EXERCISE MATERIAL
-- Opening Marker --
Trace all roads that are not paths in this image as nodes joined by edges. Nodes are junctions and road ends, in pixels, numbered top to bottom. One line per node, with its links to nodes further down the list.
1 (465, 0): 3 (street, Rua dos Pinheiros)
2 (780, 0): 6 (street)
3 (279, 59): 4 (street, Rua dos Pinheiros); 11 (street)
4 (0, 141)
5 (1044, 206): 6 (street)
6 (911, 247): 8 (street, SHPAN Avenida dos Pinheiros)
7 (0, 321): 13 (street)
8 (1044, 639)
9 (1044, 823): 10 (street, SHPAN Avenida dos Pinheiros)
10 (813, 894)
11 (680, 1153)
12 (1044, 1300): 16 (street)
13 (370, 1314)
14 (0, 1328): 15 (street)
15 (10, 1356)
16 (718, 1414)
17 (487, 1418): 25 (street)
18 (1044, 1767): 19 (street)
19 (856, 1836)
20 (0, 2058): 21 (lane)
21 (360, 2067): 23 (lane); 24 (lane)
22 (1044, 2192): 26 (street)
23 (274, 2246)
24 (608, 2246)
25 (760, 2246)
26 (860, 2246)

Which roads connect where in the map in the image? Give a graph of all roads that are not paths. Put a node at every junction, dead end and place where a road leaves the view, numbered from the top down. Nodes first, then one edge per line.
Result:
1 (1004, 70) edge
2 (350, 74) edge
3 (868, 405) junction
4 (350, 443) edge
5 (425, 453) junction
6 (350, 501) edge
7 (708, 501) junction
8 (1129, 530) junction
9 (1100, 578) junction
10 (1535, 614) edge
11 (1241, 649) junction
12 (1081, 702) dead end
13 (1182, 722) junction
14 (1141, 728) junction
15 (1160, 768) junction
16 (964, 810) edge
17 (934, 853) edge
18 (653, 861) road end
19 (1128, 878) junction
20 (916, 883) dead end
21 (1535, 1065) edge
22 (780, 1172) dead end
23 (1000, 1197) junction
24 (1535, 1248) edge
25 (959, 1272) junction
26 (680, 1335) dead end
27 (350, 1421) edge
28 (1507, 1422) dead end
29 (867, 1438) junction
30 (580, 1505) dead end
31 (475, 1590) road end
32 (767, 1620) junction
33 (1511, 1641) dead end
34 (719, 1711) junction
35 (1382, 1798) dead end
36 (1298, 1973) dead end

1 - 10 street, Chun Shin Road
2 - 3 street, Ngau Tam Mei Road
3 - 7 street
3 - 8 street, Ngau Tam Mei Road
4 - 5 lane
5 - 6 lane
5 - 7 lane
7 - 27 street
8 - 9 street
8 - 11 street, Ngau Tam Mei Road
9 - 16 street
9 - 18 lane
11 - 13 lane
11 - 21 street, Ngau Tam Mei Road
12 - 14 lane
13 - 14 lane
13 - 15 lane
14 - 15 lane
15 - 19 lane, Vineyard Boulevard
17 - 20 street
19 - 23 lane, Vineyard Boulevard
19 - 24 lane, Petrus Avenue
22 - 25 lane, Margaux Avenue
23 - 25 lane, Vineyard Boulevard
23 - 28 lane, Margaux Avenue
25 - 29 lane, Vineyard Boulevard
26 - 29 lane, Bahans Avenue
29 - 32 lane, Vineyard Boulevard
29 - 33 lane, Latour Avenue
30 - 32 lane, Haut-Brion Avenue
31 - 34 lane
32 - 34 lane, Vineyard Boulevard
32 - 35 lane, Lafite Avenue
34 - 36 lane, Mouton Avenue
-- Closing Marker --
EXERCISE OBJECTIVE
All of the listing above should be restated word for word.

REPLY
Trace all roads that are not paths in this image as nodes joined by edges. Nodes are junctions and road ends, in pixels, numbered top to bottom. One line per node, with its links to nodes further down the list.
1 (465, 0): 3 (street, Rua dos Pinheiros)
2 (780, 0): 6 (street)
3 (279, 59): 4 (street, Rua dos Pinheiros); 11 (street)
4 (0, 141)
5 (1044, 206): 6 (street)
6 (911, 247): 8 (street, SHPAN Avenida dos Pinheiros)
7 (0, 321): 13 (street)
8 (1044, 639)
9 (1044, 823): 10 (street, SHPAN Avenida dos Pinheiros)
10 (813, 894)
11 (680, 1153)
12 (1044, 1300): 16 (street)
13 (370, 1314)
14 (0, 1328): 15 (street)
15 (10, 1356)
16 (718, 1414)
17 (487, 1418): 25 (street)
18 (1044, 1767): 19 (street)
19 (856, 1836)
20 (0, 2058): 21 (lane)
21 (360, 2067): 23 (lane); 24 (lane)
22 (1044, 2192): 26 (street)
23 (274, 2246)
24 (608, 2246)
25 (760, 2246)
26 (860, 2246)

Which roads connect where in the map in the image? Give a graph of all roads that are not paths. Put a node at every junction, dead end and place where a road leaves the view, numbered from the top down. Nodes first, then one edge per line.
Result:
1 (1004, 70) edge
2 (350, 74) edge
3 (868, 405) junction
4 (350, 443) edge
5 (425, 453) junction
6 (350, 501) edge
7 (708, 501) junction
8 (1129, 530) junction
9 (1100, 578) junction
10 (1535, 614) edge
11 (1241, 649) junction
12 (1081, 702) dead end
13 (1182, 722) junction
14 (1141, 728) junction
15 (1160, 768) junction
16 (964, 810) edge
17 (934, 853) edge
18 (653, 861) road end
19 (1128, 878) junction
20 (916, 883) dead end
21 (1535, 1065) edge
22 (780, 1172) dead end
23 (1000, 1197) junction
24 (1535, 1248) edge
25 (959, 1272) junction
26 (680, 1335) dead end
27 (350, 1421) edge
28 (1507, 1422) dead end
29 (867, 1438) junction
30 (580, 1505) dead end
31 (475, 1590) road end
32 (767, 1620) junction
33 (1511, 1641) dead end
34 (719, 1711) junction
35 (1382, 1798) dead end
36 (1298, 1973) dead end

1 - 10 street, Chun Shin Road
2 - 3 street, Ngau Tam Mei Road
3 - 7 street
3 - 8 street, Ngau Tam Mei Road
4 - 5 lane
5 - 6 lane
5 - 7 lane
7 - 27 street
8 - 9 street
8 - 11 street, Ngau Tam Mei Road
9 - 16 street
9 - 18 lane
11 - 13 lane
11 - 21 street, Ngau Tam Mei Road
12 - 14 lane
13 - 14 lane
13 - 15 lane
14 - 15 lane
15 - 19 lane, Vineyard Boulevard
17 - 20 street
19 - 23 lane, Vineyard Boulevard
19 - 24 lane, Petrus Avenue
22 - 25 lane, Margaux Avenue
23 - 25 lane, Vineyard Boulevard
23 - 28 lane, Margaux Avenue
25 - 29 lane, Vineyard Boulevard
26 - 29 lane, Bahans Avenue
29 - 32 lane, Vineyard Boulevard
29 - 33 lane, Latour Avenue
30 - 32 lane, Haut-Brion Avenue
31 - 34 lane
32 - 34 lane, Vineyard Boulevard
32 - 35 lane, Lafite Avenue
34 - 36 lane, Mouton Avenue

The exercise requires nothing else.